John Varley est connu du public francophone depuis Le Canal ophite, mais est peut-être davantage apprécié pour les petits bijoux que constituent ses nouvelles. On sait aussi que l'un des motifs principaux de son œuvre orbite autour de la transformation biologique de l'être humain, perçue dans toutes ses conséquences psychologiques et sociologiques. On n'est pas volé à ce titre avec Gens de la Lune, ouvrage dans lequel on peut faire subir à peu près toutes les avanies possibles à son corps, et qui voit les personnages changer de sexe comme de costume, ou presque.
Gens de la Lune, qui date de 1992, est paru dans la collection « Présences » en 1994. Il s'agit d'un gros livre ambitieux (la présente réédition le fractionne en deux volumes) qui tourne autour d'un « meilleur des mondes » lunaire (des ET ont envahi la Terre et l'humanité s'est réfugiée sous le sol lunaire et sur les autres planètes), grave certes mais nourri d'un fameux humour. La première édition était munie d'un bandeau affirmant « Huxley revisité ».

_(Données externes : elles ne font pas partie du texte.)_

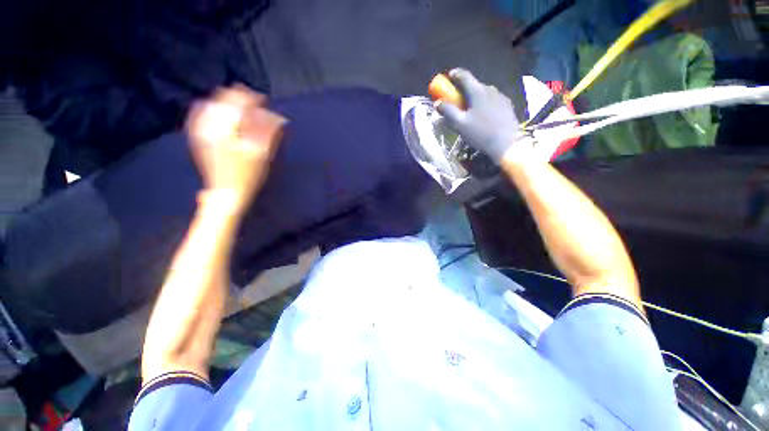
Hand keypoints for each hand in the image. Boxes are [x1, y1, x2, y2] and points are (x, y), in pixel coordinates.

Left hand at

Et, en effet, il est question ici d'une utopie — une très curieuse utopie certes. Les technologies utilisées par l'humanité lunaire rendent possible à peu près n'importe quel désir et permettent de vivre à sa guise, entre les variations corporelles, les loisirs sanglants ou la retraite dans un far-west simulé dont le mobilier porte le cachet « Approuvé/Commission Lunaire de Reproduction des Antiquités »... Mais cette utopie n'est pas directement contrôlée par ses habitants : ceux-ci délèguent la gestion quotidienne au Calculateur Central, familièrement surnommé « C.C. » Et voici qui tire ce meilleur des mondes vers le versant George Orwell, plutôt dystopique. Que faire lorsque l'ordinateur commence à gripper, ce qui provoque inévitablement la déglingue de tout l'environnement ? Que faire lorsqu'il déprime, vire schizophrène et se sent soudain suicidaire ?
Hildy Johnson est journaliste. Alors qu'il se voit confier une série d'articles nostalgiques sur la vie de naguère, sur Terre, il se découvre également des pulsions de mort. Mais il est très difficile de se tuer sur cette Lune, car le C.C. intervient systématiquement. Hildy va évidemment découvrir comment et pourquoi tout fout le camp, sinon il n'y aurait pas d'histoire à raconter. Or, ce que l'on lit dans Gens de la Lune, c'est en quelque sorte le journal intime de Hildy.
Ce roman est construit tout en multiples facettes, habile manière de décrire un monde radicalement différent pour nous mais banal et quotidien pour ses habitants. La créativité est constante. Varley construit également la personnalité de son journaliste porte-parole par petites touches — les références constantes au vieux cinéma terrien, l'humour omniprésent même s'il est parfois désespéré... La réflexion est présente, du style le progrès assure-t-il le bonheur ? Oui, ce n'est pas neuf... Mais il y a aussi un vieux vaisseau nommé Robert A. Heinlein, peuplé de libertaires bon teint vivant en autarcie que les flics lunaires tenteront de réduire ; il y a la Grande Panne, quand le C.C. schizo disjoncte ; il y a la révélation que les tendances suicidaires de ce dernier induisaient celles de ceux avec qui il était connecté.
Oui, c'est un livre touffu et riche. Un grand livre. Et une superbe traduction de Jean Bonnefoy.